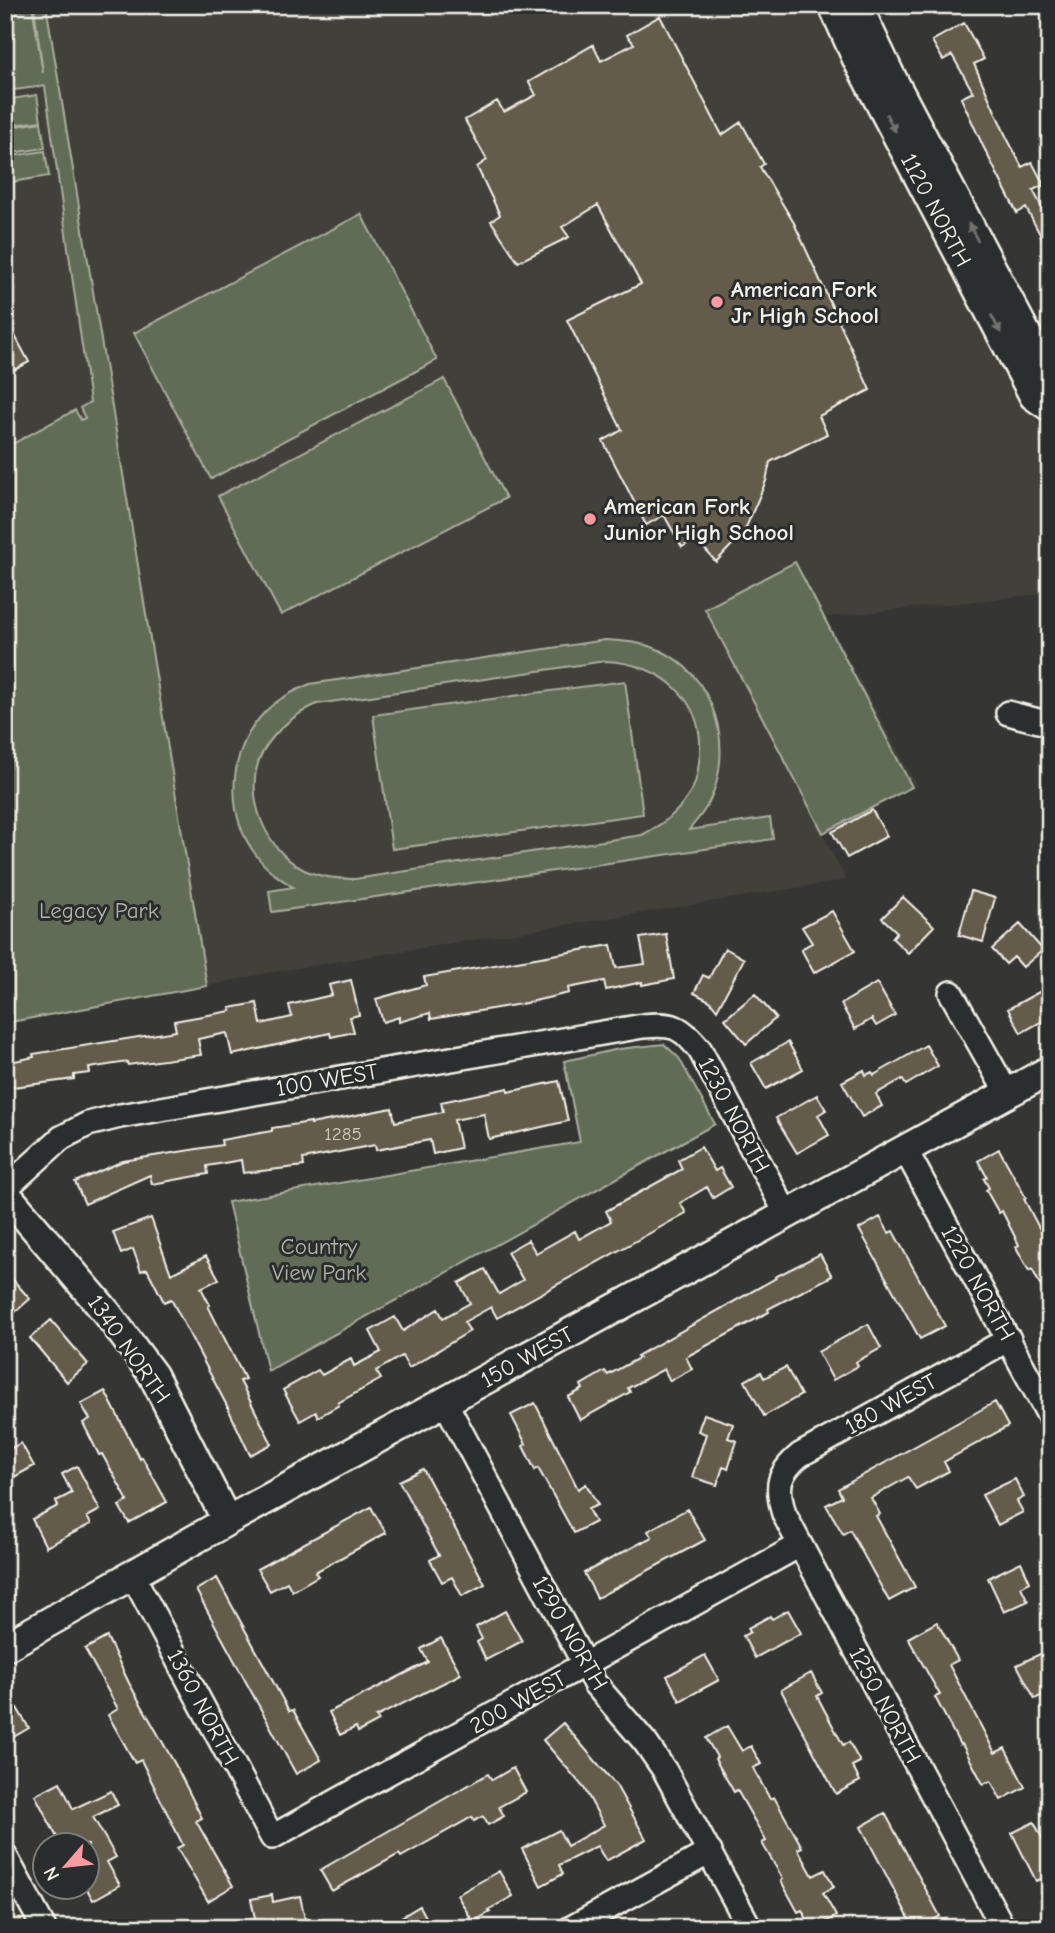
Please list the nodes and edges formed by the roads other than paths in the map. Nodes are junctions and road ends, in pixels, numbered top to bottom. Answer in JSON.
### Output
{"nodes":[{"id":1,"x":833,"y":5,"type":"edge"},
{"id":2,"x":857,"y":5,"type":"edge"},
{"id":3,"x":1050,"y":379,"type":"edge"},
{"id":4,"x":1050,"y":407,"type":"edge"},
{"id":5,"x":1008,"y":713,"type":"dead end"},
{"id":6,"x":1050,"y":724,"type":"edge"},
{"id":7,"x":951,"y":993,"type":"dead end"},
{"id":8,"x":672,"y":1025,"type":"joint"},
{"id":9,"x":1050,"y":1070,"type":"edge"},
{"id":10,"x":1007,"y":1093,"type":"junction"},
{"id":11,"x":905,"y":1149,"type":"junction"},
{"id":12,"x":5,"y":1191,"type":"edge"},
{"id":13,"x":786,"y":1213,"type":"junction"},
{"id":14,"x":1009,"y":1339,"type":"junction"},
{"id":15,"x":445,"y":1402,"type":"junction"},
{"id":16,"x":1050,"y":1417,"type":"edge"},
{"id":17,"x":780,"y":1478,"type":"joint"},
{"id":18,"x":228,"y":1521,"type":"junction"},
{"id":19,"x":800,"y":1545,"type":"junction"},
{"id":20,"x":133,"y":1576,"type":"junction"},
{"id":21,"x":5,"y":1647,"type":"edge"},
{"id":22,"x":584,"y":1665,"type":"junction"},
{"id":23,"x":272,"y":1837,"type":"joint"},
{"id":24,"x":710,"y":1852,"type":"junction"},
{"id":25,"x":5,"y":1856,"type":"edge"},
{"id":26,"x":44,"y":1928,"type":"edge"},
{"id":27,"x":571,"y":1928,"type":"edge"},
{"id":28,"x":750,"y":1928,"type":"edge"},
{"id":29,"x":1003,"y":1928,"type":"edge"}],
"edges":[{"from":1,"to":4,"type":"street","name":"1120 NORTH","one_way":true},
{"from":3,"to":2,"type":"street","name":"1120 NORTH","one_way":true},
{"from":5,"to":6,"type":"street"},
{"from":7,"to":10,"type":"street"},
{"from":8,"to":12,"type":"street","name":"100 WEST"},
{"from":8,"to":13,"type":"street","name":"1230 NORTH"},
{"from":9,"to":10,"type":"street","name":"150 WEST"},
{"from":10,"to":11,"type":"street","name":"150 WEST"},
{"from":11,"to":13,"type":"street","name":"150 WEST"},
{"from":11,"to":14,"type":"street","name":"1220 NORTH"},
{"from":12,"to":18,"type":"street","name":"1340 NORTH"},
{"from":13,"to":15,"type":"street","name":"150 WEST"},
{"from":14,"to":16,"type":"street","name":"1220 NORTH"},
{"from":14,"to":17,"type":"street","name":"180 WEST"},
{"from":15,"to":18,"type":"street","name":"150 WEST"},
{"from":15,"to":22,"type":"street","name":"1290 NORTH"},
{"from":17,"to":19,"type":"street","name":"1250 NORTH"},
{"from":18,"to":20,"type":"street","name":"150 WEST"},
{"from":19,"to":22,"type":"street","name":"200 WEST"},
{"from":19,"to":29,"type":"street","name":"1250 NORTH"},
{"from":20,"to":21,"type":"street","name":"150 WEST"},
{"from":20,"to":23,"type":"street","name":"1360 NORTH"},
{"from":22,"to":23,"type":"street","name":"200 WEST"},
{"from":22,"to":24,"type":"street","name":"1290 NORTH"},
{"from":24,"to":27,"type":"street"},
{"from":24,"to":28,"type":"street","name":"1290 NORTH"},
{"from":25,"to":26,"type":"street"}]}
○ ○ ○
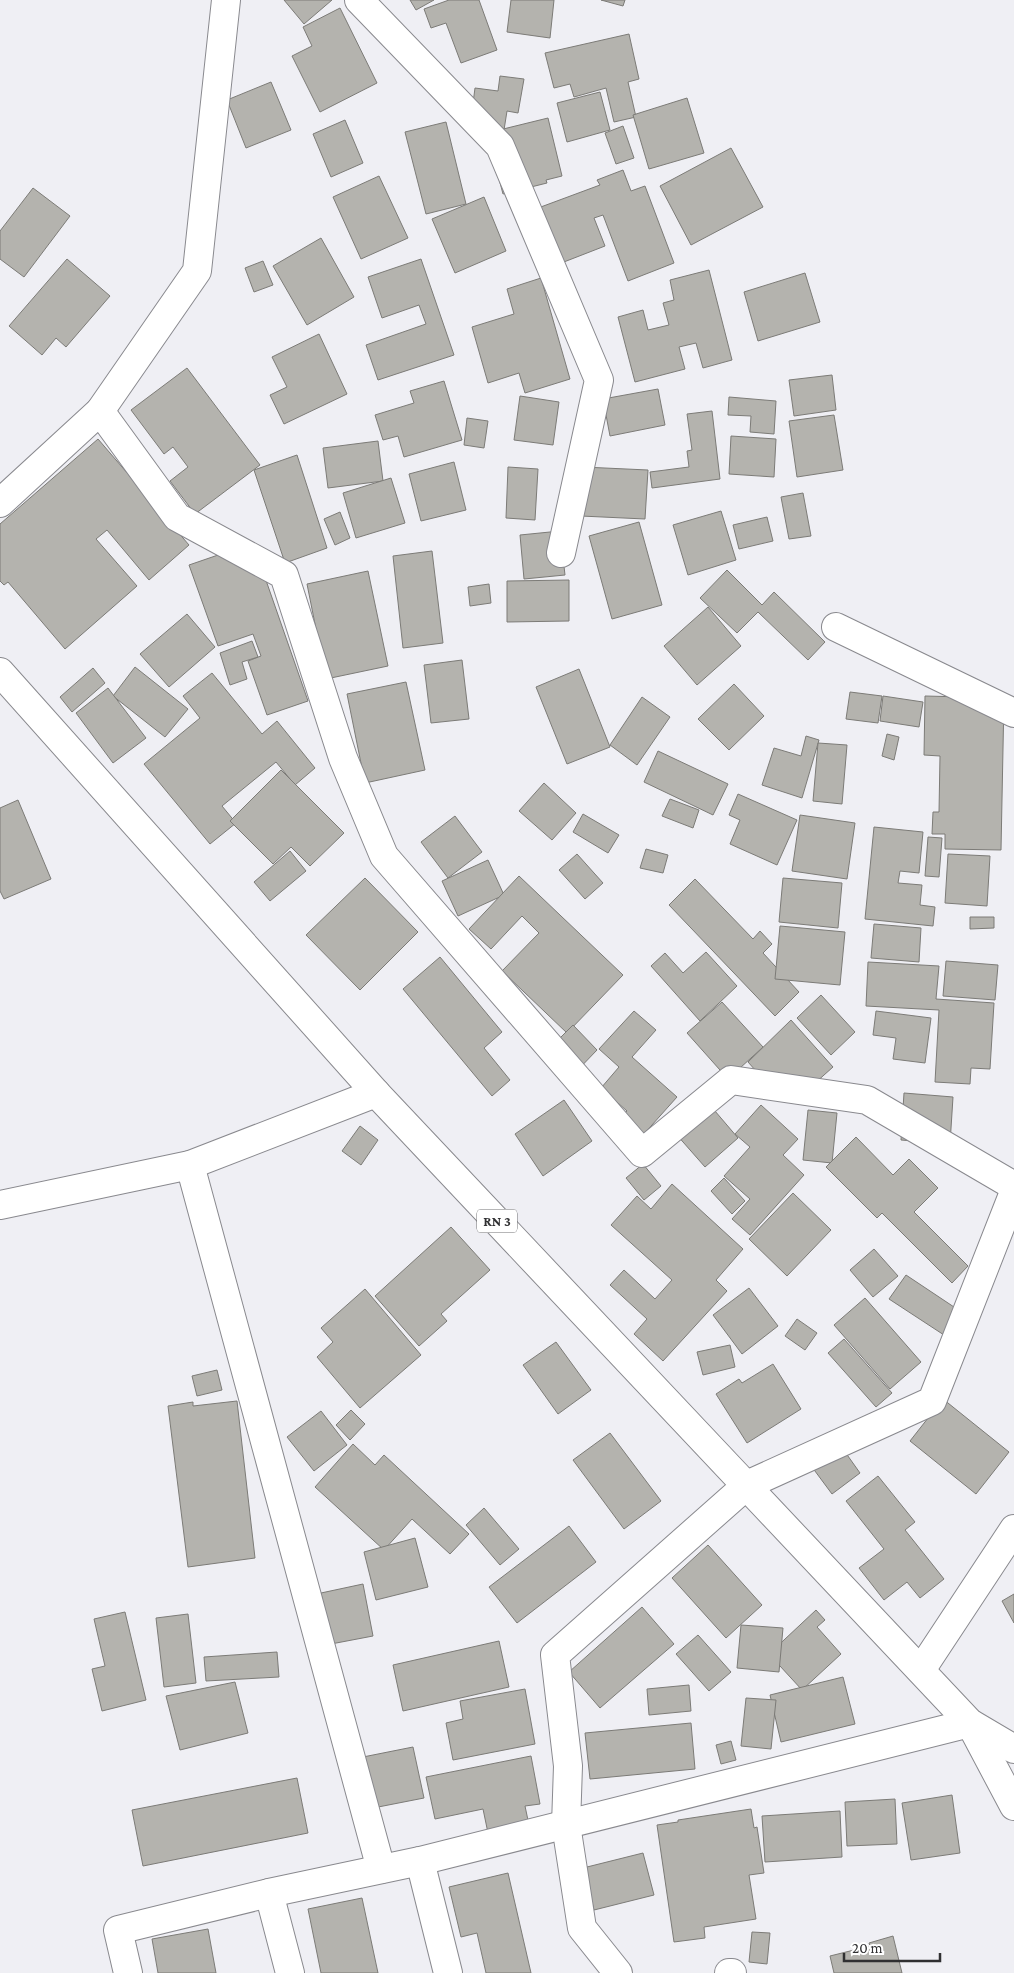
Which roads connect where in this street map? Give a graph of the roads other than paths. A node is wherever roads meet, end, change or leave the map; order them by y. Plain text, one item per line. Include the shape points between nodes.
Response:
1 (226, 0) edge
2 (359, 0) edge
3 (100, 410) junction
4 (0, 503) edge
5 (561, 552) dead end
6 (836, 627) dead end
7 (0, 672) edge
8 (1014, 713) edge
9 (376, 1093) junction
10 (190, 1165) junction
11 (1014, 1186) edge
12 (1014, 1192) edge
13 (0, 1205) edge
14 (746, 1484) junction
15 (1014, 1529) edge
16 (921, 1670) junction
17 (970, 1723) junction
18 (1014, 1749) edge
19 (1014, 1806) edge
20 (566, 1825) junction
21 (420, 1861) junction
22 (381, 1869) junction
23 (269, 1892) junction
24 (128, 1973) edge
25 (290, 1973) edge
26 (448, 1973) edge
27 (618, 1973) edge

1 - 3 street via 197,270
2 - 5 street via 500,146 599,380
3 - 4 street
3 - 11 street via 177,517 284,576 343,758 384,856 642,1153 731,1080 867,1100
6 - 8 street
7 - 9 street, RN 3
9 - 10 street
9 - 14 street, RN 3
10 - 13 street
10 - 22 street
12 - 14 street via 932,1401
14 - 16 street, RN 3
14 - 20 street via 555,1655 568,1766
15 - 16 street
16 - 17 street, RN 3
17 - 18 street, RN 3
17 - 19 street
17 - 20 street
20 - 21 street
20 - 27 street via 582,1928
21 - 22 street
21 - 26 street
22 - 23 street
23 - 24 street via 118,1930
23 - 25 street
○ ○ ○
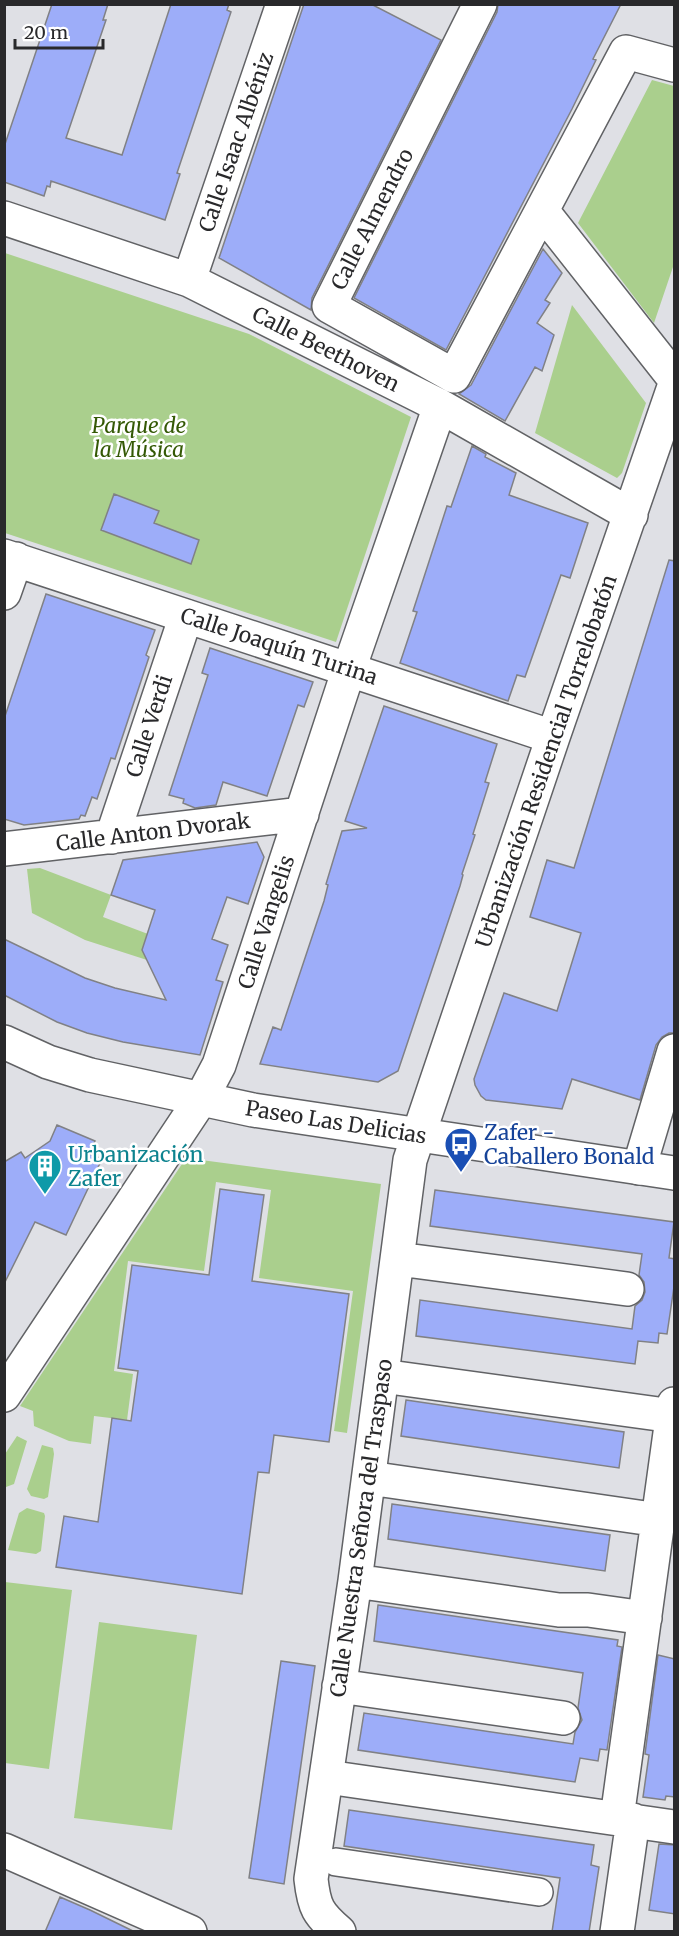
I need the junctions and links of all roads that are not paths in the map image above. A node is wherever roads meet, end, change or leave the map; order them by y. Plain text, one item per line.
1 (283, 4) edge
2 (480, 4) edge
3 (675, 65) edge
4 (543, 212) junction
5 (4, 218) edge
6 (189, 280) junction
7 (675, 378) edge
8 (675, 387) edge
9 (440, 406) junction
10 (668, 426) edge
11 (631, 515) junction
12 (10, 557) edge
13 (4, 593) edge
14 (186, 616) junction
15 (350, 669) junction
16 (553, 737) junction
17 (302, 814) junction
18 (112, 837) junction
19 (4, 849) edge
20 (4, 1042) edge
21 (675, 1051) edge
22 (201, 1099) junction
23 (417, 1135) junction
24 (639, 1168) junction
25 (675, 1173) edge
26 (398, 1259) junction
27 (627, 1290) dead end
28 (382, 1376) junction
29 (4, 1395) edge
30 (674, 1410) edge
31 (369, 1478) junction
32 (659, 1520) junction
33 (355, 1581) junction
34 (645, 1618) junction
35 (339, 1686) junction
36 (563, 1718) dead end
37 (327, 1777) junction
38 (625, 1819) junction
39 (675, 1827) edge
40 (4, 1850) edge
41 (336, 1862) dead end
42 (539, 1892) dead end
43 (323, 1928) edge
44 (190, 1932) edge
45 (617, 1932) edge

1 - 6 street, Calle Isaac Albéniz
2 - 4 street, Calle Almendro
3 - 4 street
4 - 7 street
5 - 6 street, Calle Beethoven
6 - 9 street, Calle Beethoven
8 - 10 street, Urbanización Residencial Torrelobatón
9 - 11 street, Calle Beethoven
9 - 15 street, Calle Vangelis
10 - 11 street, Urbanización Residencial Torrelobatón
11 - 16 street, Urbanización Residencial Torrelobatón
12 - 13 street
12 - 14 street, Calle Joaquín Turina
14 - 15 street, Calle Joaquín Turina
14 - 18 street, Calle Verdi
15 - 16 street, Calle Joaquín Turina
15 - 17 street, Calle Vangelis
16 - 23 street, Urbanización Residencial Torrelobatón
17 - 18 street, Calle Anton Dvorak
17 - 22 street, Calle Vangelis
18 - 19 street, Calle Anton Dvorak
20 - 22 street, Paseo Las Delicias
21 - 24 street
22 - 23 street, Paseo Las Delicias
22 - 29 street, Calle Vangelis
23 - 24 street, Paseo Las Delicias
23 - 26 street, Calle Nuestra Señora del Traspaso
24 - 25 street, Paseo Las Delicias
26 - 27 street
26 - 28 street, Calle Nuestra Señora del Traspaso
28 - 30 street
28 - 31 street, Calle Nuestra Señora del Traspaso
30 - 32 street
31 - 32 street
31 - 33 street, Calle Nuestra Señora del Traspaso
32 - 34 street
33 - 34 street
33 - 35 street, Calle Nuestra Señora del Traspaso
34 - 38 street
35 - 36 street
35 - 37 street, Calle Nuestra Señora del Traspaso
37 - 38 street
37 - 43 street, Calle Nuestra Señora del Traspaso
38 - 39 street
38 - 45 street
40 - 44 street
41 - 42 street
○ ○ ○
→ Required action
Count up every line above that has the word "other" in it; answer with the number alone.

→ Response below
2